Desde o início do mandato vimos a violência que se manifesta muito nas redes. Recebi mensagens desde “neguinha nojenta”, “volta pra senzala”, até “merece uma 9mm na nuca”, “se eu encontrar mato na paulada”, até que em novembro culminou em ligações sistemáticas para a sede do PSOL em Niterói, pedindo  telefone da “piranha que o povo elegeu”, e dizendo que iria explodir uma bomba. A gente registrou uma queixa na DP 76, agora com isso tudo nada pode ser desprezado. Estamos mais atentos.
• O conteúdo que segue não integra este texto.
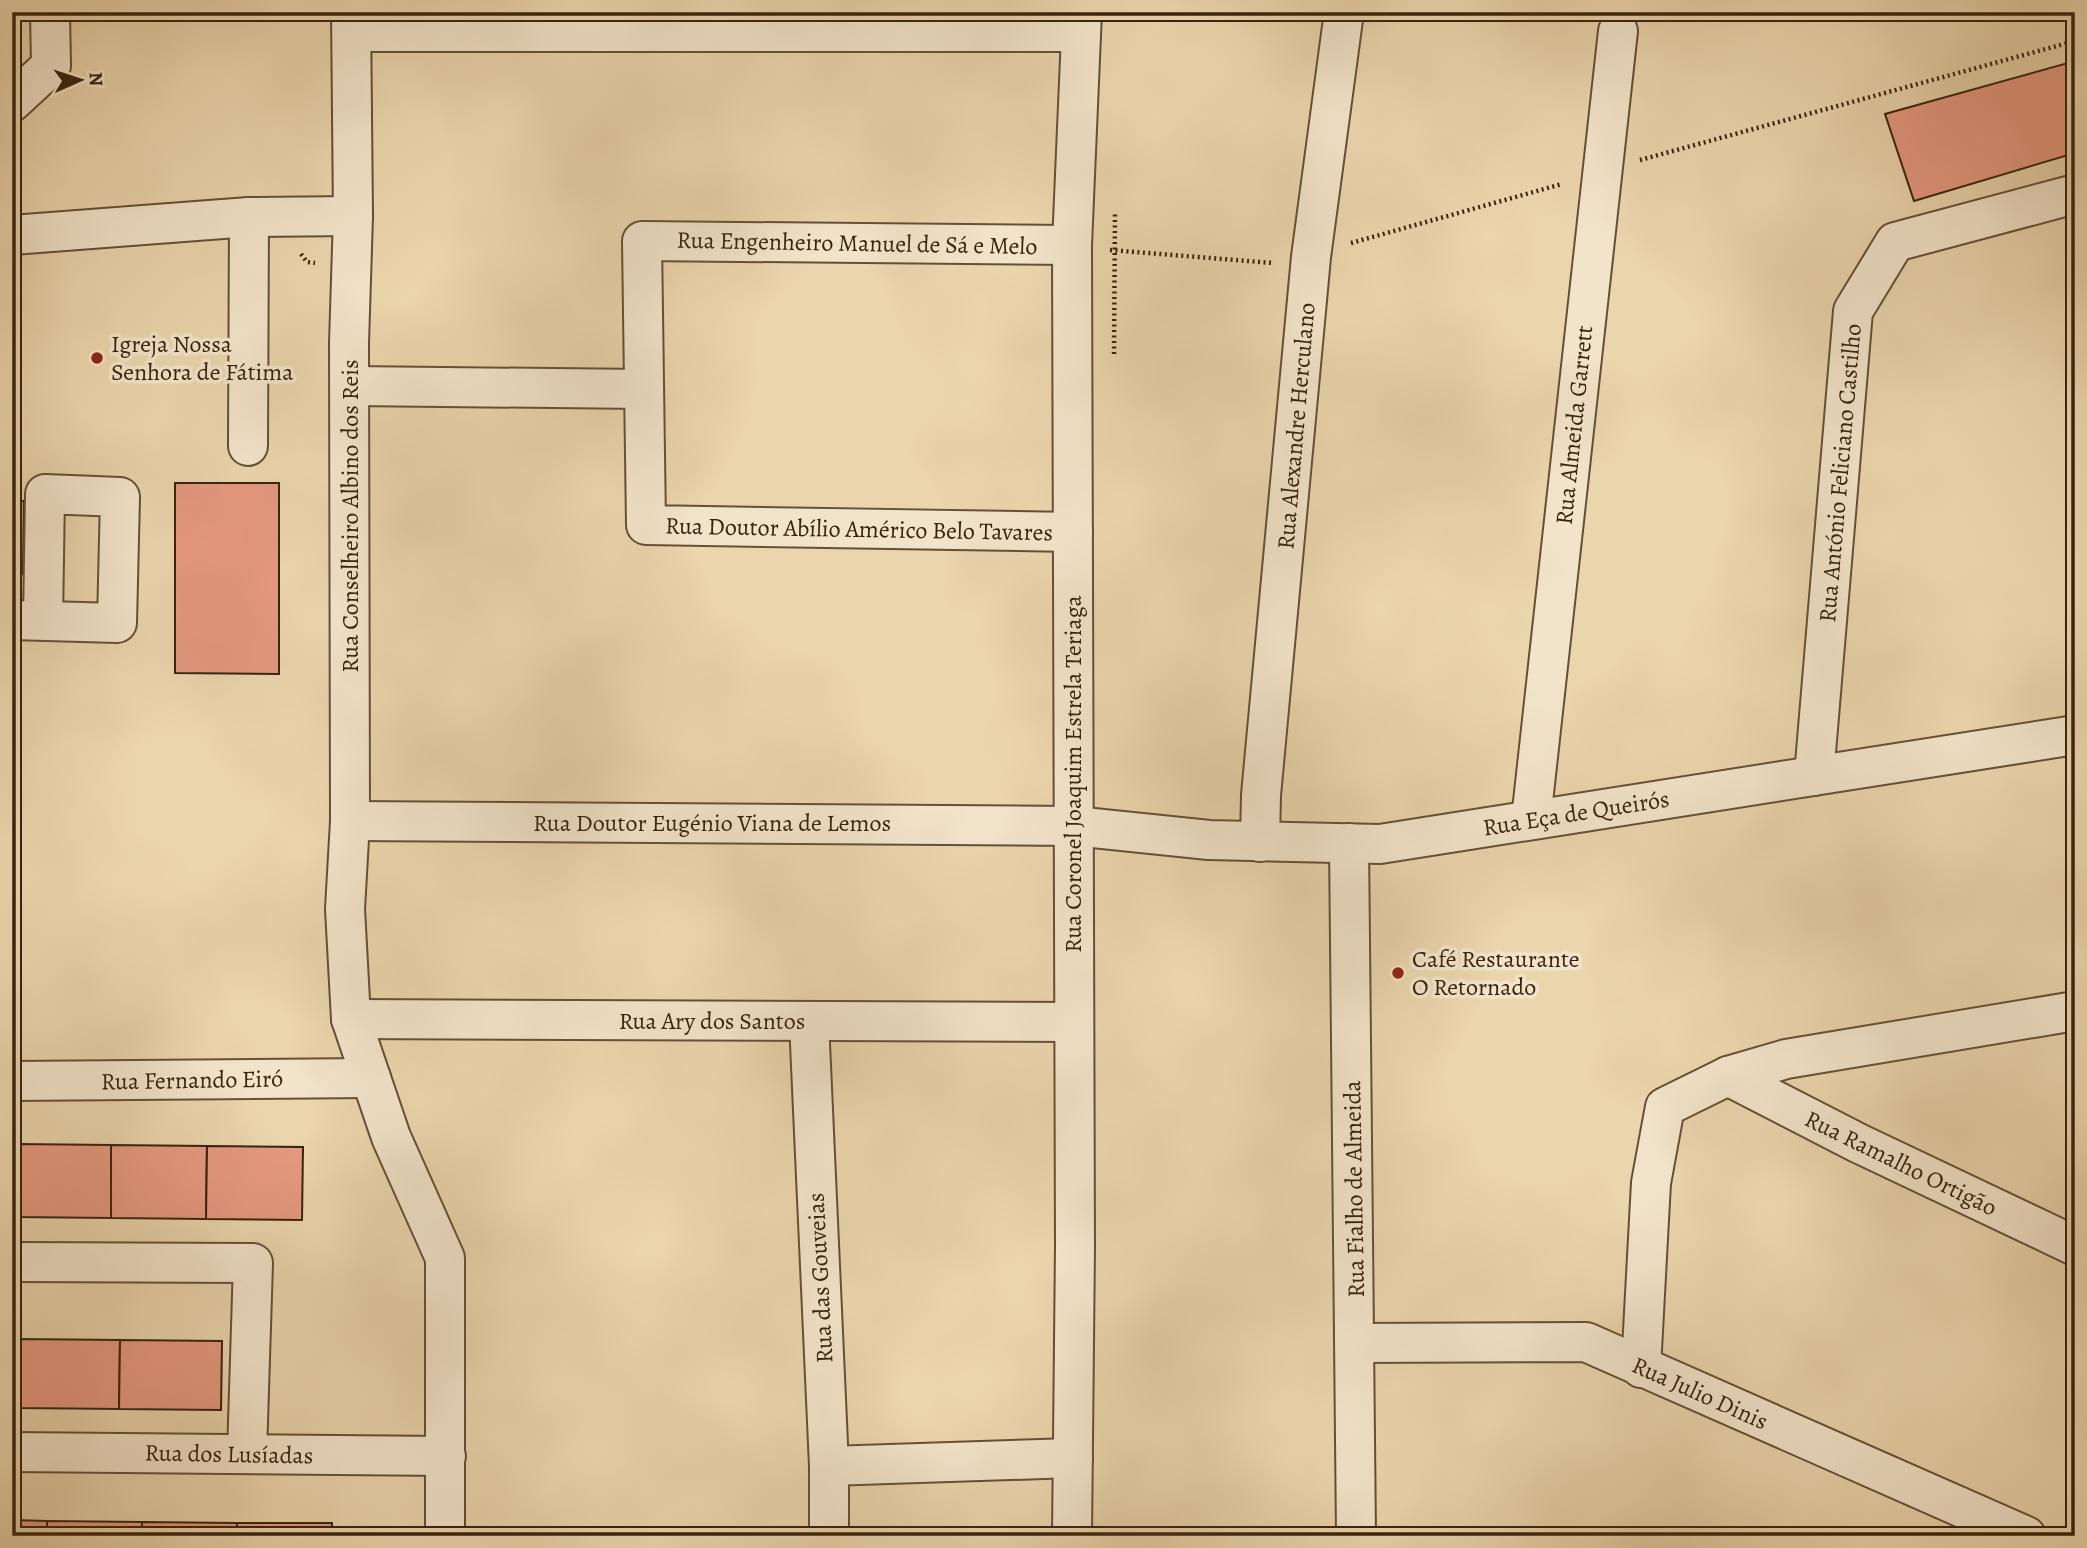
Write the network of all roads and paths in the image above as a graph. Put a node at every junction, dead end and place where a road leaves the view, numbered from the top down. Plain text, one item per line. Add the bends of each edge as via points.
1 (50, 12) edge
2 (1344, 12) edge
3 (351, 22) edge
4 (1081, 22) edge
5 (1618, 31) dead end
6 (12, 102) edge
7 (2075, 194) edge
8 (353, 216) junction
9 (249, 217) junction
10 (12, 235) edge
11 (1072, 245) junction
12 (351, 386) junction
13 (644, 389) junction
14 (248, 446) dead end
15 (1073, 532) junction
16 (2075, 734) edge
17 (1814, 776) junction
18 (1531, 820) junction
19 (350, 821) junction
20 (1073, 826) junction
21 (1260, 842) junction
22 (1349, 843) junction
23 (2075, 1011) edge
24 (351, 1019) junction
25 (809, 1021) junction
26 (1073, 1022) junction
27 (1728, 1076) junction
28 (371, 1078) junction
29 (12, 1082) edge
30 (2075, 1246) edge
31 (12, 1262) edge
32 (1356, 1343) junction
33 (1641, 1368) junction
34 (12, 1452) edge
35 (247, 1454) junction
36 (446, 1457) junction
37 (1073, 1458) junction
38 (829, 1466) junction
39 (445, 1536) edge
40 (829, 1536) edge
41 (1072, 1536) edge
42 (1356, 1536) edge
43 (2026, 1536) edge

1 - 6 street via 51,66
2 - 21 street, Rua Alexandre Herculano via 1311,257
3 - 4 street
3 - 8 street, Rua Conselheiro Albino dos Reis
4 - 11 street, Rua Coronel Joaquim Estrela Teriaga
5 - 18 street, Rua Almeida Garrett
7 - 17 street, Rua António Feliciano Castilho via 1895,242 1853,311
8 - 9 street
8 - 12 street, Rua Conselheiro Albino dos Reis
9 - 10 street
9 - 14 street
11 - 13 street, Rua Engenheiro Manuel de Sá e Melo via 642,241
11 - 15 street, Rua Coronel Joaquim Estrela Teriaga
12 - 13 street
12 - 19 street, Rua Conselheiro Albino dos Reis
13 - 15 street, Rua Doutor Abílio Américo Belo Tavares via 646,525
15 - 20 street, Rua Coronel Joaquim Estrela Teriaga
16 - 17 street, Rua Eça de Queirós
17 - 18 street, Rua Eça de Queirós
18 - 22 street, Rua Eça de Queirós via 1380,844
19 - 20 street, Rua Doutor Eugénio Viana de Lemos
19 - 24 street, Rua Conselheiro Albino dos Reis via 345,909
20 - 21 street, Rua Eça de Queirós
20 - 26 street, Rua Coronel Joaquim Estrela Teriaga
21 - 22 street, Rua Eça de Queirós
22 - 32 street, Rua Fialho de Almeida
23 - 27 street via 1786,1059
24 - 25 street, Rua Ary dos Santos
24 - 28 street, Rua Conselheiro Albino dos Reis
25 - 26 street, Rua Ary dos Santos
25 - 38 street, Rua das Gouveias
26 - 37 street, Rua Coronel Joaquim Estrela Teriaga
27 - 30 street, Rua Ramalho Ortigão
27 - 33 street via 1665,1107 1651,1183
28 - 29 street, Rua Fernando Eiró
28 - 36 street, Rua Conselheiro Albino dos Reis via 391,1137 444,1258
31 - 35 street via 253,1263
32 - 33 street, Rua Julio Dinis via 1586,1342
32 - 42 street, Rua Fialho de Almeida
33 - 43 street, Rua Julio Dinis
34 - 35 street, Rua dos Lusíadas
35 - 36 street, Rua dos Lusíadas
36 - 39 street, Rua Conselheiro Albino dos Reis
37 - 38 street
37 - 41 street, Rua Coronel Joaquim Estrela Teriaga
38 - 40 street, Rua das Gouveias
Tem uma coisa que é apurar o que aconteceu com a Mari [Marielle] mas do que quem apertou o gatilho, mas quem mandou matar e de que esfera do poder veio a ordem porque sabemos que é um crime político, precisamos saber da onde veio esse recado. Essa tentativa de silenciamento das nossas pautas.

Por último, queria que você falasse um pouco quais são as medidas que seu gabinete e o PSOL tomam para garantir sua segurança, algo mudou? 

A gente está conversando com especialistas, não tem muitos detalhes, mas o mais breve possível estaremos circulando de forma mais segura pela cidade. Já estamos tomando mais cuidado e formalizando medidas para andar mais seguro. Acho que é importante dizer que embora estejamos tomando medidas de maior precaução, a gente não está dando nenhum passo atrás. Se a tentativa era de promover o silêncio das nossas jovens, acho que estão brotando Meirelles no mundo todo e estamos cada vez mais fortes com as pautas que Marielle encampava.

Mortes de políticos

Dados compilados pelo Brasil de Fato a partir de dados públicos do TSE, o Datasus e por meio de notícias veiculadas pela imprensa revelam que cerca de 90 prefeitos e vereadores em exercício foram assassinados no Brasil entre 2008 e 2018.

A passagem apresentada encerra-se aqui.